After the second quarter, shares of Krispy Kreme were hit extra hard after its auditors refused to sign off on the company's financials. This time around, the auditors won't review the financials for the second quarter or the third quarter until the ongoing investigations into accounting practices are completed.

The report showed Krispy-Kreme closed nine stores during the quarter, incurring a $5.5 million charge to the company.

"We believe there will be more store closures in the next two quarters," Glenn Guard, an analyst with Legg Mason, wrote in a research note out Friday.

In the three months ended Oct. 31, the company lost $3 million, or 5 cents a share, compared with earnings of $14.5 million, or 23 cents a share, last year. Backing out discontinued operations and other items, the company earned $2.4 million, or 4 cents a share. Analysts had been expecting earnings of 13 cents a share.

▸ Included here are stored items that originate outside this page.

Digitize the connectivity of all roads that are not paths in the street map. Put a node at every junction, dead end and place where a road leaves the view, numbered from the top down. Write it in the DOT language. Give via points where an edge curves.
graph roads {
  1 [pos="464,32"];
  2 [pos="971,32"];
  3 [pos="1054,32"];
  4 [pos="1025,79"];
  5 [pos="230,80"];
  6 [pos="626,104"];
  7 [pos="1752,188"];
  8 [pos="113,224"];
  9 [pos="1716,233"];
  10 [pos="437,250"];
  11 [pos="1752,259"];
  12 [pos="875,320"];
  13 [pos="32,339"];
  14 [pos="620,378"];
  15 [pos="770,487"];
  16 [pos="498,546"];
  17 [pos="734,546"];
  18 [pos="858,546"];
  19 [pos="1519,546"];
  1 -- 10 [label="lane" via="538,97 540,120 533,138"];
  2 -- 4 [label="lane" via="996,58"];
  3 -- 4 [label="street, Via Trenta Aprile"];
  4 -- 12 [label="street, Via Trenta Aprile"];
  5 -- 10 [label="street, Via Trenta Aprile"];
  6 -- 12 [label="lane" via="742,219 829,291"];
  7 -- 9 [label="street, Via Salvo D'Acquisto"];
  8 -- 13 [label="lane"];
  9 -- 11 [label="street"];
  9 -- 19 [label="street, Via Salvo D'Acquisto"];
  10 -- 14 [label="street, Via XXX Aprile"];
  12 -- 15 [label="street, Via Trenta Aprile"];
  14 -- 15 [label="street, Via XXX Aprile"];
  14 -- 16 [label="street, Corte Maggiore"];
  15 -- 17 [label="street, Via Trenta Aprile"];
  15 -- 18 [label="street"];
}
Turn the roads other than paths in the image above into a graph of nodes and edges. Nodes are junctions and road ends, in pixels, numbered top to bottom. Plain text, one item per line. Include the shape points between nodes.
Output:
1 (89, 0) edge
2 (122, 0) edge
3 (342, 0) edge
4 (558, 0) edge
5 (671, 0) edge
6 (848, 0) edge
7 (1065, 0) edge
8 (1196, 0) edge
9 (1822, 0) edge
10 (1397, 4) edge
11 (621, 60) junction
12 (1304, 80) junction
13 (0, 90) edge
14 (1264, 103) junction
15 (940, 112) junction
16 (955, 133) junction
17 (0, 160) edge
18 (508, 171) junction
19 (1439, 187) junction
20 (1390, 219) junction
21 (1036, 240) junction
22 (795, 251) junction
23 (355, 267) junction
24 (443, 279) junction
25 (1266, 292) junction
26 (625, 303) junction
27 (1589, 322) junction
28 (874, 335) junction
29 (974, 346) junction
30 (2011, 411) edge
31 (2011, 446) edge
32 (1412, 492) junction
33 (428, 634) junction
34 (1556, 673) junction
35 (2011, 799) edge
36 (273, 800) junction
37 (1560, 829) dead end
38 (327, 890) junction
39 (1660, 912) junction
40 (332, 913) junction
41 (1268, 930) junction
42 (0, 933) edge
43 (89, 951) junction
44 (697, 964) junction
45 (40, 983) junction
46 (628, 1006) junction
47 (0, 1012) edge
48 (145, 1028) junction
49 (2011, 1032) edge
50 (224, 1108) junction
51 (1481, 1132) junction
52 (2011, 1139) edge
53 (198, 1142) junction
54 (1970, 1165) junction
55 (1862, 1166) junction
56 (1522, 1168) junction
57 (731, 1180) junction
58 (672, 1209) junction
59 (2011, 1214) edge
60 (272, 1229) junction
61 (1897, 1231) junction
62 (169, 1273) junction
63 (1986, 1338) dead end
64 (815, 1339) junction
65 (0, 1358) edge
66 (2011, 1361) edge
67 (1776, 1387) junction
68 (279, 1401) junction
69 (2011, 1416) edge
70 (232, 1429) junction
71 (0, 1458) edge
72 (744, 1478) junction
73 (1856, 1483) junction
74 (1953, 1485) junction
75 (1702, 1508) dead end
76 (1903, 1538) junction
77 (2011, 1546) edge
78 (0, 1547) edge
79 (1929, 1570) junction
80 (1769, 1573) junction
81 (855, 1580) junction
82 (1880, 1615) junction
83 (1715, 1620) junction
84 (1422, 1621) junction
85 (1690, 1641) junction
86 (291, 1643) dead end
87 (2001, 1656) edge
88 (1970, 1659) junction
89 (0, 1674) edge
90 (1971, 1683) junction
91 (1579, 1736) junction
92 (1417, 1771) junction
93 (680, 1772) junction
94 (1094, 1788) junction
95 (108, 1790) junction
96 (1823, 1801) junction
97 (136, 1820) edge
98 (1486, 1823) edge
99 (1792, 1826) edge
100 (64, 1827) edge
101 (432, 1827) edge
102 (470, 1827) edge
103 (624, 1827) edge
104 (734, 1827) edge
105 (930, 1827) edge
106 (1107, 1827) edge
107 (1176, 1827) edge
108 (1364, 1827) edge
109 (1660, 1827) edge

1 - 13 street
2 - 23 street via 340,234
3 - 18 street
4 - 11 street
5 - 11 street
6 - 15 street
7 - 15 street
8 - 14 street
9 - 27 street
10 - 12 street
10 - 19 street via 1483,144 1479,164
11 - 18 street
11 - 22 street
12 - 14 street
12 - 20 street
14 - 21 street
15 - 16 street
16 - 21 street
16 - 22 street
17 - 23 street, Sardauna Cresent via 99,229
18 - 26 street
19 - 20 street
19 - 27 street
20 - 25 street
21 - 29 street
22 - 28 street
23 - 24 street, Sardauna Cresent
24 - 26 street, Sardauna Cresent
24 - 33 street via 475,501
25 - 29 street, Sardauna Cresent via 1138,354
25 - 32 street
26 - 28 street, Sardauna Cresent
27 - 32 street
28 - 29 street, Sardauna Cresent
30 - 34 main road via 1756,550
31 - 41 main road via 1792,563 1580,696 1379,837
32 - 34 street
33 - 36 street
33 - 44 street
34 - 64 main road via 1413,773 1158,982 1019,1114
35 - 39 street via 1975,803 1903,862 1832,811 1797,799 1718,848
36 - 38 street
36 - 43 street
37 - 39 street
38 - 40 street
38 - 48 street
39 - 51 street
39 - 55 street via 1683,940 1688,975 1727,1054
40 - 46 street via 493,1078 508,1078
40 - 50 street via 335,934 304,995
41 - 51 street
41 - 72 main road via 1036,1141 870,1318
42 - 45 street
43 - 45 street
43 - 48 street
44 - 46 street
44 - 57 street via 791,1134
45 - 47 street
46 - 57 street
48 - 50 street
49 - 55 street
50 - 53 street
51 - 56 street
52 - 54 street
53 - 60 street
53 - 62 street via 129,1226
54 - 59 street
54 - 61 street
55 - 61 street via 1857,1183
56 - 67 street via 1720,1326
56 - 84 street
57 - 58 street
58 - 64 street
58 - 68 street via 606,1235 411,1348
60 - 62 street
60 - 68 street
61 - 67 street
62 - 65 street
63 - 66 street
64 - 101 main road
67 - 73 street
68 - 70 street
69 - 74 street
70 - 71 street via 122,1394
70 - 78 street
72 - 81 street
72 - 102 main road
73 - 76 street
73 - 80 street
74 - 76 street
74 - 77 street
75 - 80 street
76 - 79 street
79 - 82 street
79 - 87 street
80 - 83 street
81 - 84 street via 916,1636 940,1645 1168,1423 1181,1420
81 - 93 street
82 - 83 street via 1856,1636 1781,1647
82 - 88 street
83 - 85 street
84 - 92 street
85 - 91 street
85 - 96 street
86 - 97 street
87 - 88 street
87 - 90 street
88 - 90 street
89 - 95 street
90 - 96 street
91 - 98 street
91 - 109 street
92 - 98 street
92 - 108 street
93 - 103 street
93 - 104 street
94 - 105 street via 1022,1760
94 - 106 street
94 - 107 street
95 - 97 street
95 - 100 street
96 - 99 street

Overall revenue rose 1.4% from a year ago to $170.1 million, while company sales rose 9.6% to $121.2 million. The latter was boosted by the inclusion of revenue from a partnership in New England that was consolidated under the Fin-46 accounting standard.

Krispy Kreme said systemwide average sales per week fell 16.7% from a year ago to roughly $52,200 per store, while the same metric was down 19.9% to $58,400 at company stores. Same-store sales fell 6.4% from a year ago at systemwide stores and 6.2% at company stores.

The company also said its previous guidance for fourth-quarter sales is no longer valid and said it wasn't estimating profitability or revenue for next year.